Descubra o cromossoma Y.

 

Estou decididamente a ficar velho. Descubro-me cada vez mais frequentemente a pensar que no meu tempo é que era. Não sei se sucedeu por causa da tendência actual para o politicamente correcto (exigência do Miguel Vale de Almeida?), se por falta de dinheiro para convencer meninas a despirem-se, mas ver Ricardo Araújo Pereira na capa da Playboy destrói qualquer esperança que um homem ainda pudesse ter numa organização minimamente lógica da sociedade. É a primeira vez na história da revista que um homem tem a capa só para ele. Eu, que nunca achei a edição portuguesa grande coisa, fico envergonhado por sermos nós (estamos frouxos) a destruir mais de meio século de assumido e descomplexado hedonismo heterossexual. Hugh Hefner estaria em choque se, felizmente, não estivesse já um pouco xexé. Ainda por cima, a foto ficaria melhor na revista do Expresso do que na Playboy. Onde estão as plumas, as luvas até ao cotovelo, os bikinis minúsculos? Olha-se para Ricardo Araújo Pereira e percebe-se, aliás, que está tão confuso como qualquer outro homem (ou até mulher) com um mínimo de respeito pelos ícones do século XX estaria. A pensar: Isto é embaraçoso, pá; a capa da Playboy é para meninas. Tem toda a razão, claro. E, agora que o precedente foi aberto, quem fará a capa de Janeiro?
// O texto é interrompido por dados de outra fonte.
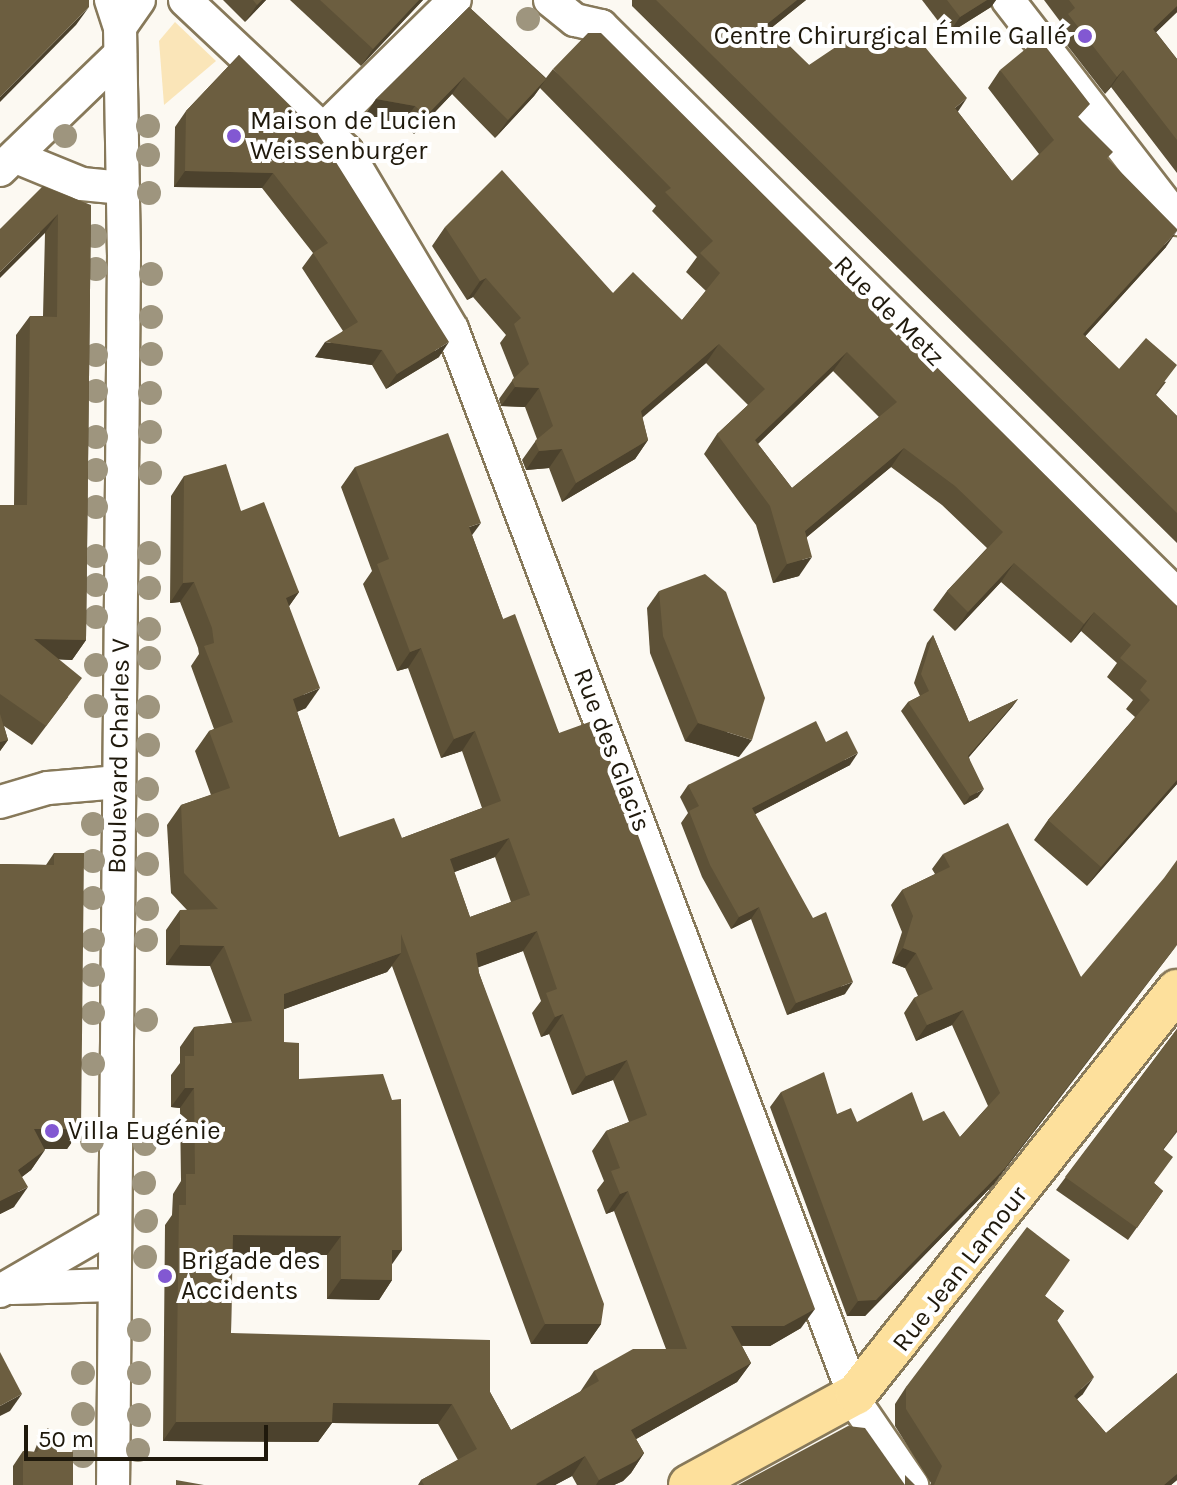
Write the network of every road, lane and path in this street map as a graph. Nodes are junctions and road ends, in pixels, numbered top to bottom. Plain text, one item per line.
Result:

O Carlos Castro? Suponho que sempre é mais provável que aceite usar plumas.
 
P.S.: E onde está o coelho? A caça à cabeça do coelho nas capas da Playboy era um excelente passatempo a que um jovem com aspirações, digamos, erótico-culturais se podia dedicar depois de folhear a revista, até para recuperar da estupefacção – misturada com uma pitada de horror, reconheça-se – que o tamanho das glândulas mamárias das raparigas americanas lhe causava. Não me digam que é aquela miserável mancha no ombro de RAP? RIP, Playboy Portuguesa. E quanto mais depressa, melhor.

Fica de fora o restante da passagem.